_Material provided_

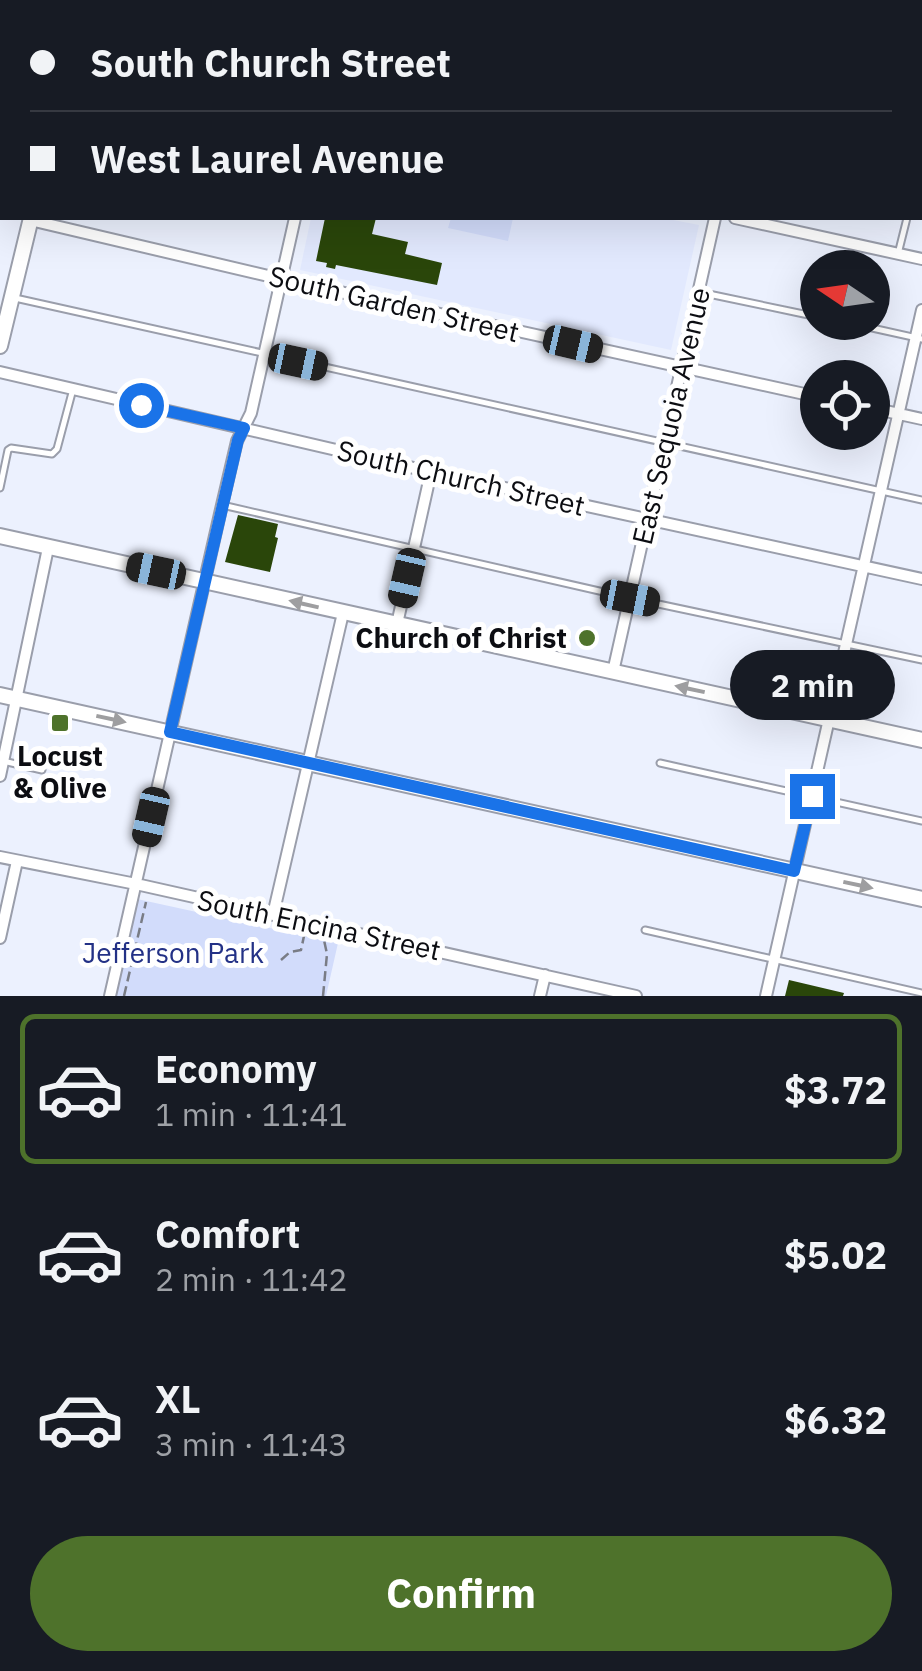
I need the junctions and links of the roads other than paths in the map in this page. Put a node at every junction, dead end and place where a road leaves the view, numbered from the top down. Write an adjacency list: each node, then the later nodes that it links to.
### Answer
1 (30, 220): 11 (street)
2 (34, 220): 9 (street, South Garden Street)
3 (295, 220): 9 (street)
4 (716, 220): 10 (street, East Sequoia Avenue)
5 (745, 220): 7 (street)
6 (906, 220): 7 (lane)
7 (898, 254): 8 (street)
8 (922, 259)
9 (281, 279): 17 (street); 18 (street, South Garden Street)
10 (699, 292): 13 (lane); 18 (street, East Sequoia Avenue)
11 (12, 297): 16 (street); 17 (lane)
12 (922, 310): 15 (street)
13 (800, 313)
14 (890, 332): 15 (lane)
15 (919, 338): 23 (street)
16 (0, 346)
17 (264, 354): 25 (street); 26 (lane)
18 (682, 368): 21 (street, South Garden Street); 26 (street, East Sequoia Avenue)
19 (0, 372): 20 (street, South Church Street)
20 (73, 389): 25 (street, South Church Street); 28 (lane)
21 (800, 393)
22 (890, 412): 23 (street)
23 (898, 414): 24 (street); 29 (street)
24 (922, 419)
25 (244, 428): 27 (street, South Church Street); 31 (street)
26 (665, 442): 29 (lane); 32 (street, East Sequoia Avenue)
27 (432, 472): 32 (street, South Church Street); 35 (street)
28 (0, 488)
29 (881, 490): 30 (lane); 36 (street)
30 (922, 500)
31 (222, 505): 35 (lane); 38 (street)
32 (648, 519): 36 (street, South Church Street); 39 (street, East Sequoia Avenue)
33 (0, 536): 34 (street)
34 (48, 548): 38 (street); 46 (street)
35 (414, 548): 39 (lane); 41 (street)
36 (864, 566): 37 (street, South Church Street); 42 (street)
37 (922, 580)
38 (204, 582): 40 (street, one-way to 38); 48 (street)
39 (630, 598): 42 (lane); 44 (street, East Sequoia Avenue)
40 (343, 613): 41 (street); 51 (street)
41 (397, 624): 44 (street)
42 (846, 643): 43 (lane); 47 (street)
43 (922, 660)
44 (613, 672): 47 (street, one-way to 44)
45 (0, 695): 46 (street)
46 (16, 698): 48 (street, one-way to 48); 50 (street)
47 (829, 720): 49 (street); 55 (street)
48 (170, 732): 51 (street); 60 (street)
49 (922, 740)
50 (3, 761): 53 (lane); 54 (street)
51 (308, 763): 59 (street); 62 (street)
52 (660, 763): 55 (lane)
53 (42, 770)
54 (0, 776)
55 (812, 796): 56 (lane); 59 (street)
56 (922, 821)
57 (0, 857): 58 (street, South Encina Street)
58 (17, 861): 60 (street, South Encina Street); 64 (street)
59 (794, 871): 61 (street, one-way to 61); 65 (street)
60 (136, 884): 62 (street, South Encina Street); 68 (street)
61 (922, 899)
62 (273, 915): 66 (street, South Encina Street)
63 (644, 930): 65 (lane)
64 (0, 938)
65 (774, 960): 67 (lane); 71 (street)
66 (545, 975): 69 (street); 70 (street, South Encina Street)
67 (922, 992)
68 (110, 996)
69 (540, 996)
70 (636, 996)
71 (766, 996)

_About this exercise_
Go over the data above and copy every line that has the word "Avenue" in it.

_Result of the exercise_
4 (716, 220): 10 (street, East Sequoia Avenue)
10 (699, 292): 13 (lane); 18 (street, East Sequoia Avenue)
18 (682, 368): 21 (street, South Garden Street); 26 (street, East Sequoia Avenue)
26 (665, 442): 29 (lane); 32 (street, East Sequoia Avenue)
32 (648, 519): 36 (street, South Church Street); 39 (street, East Sequoia Avenue)
39 (630, 598): 42 (lane); 44 (street, East Sequoia Avenue)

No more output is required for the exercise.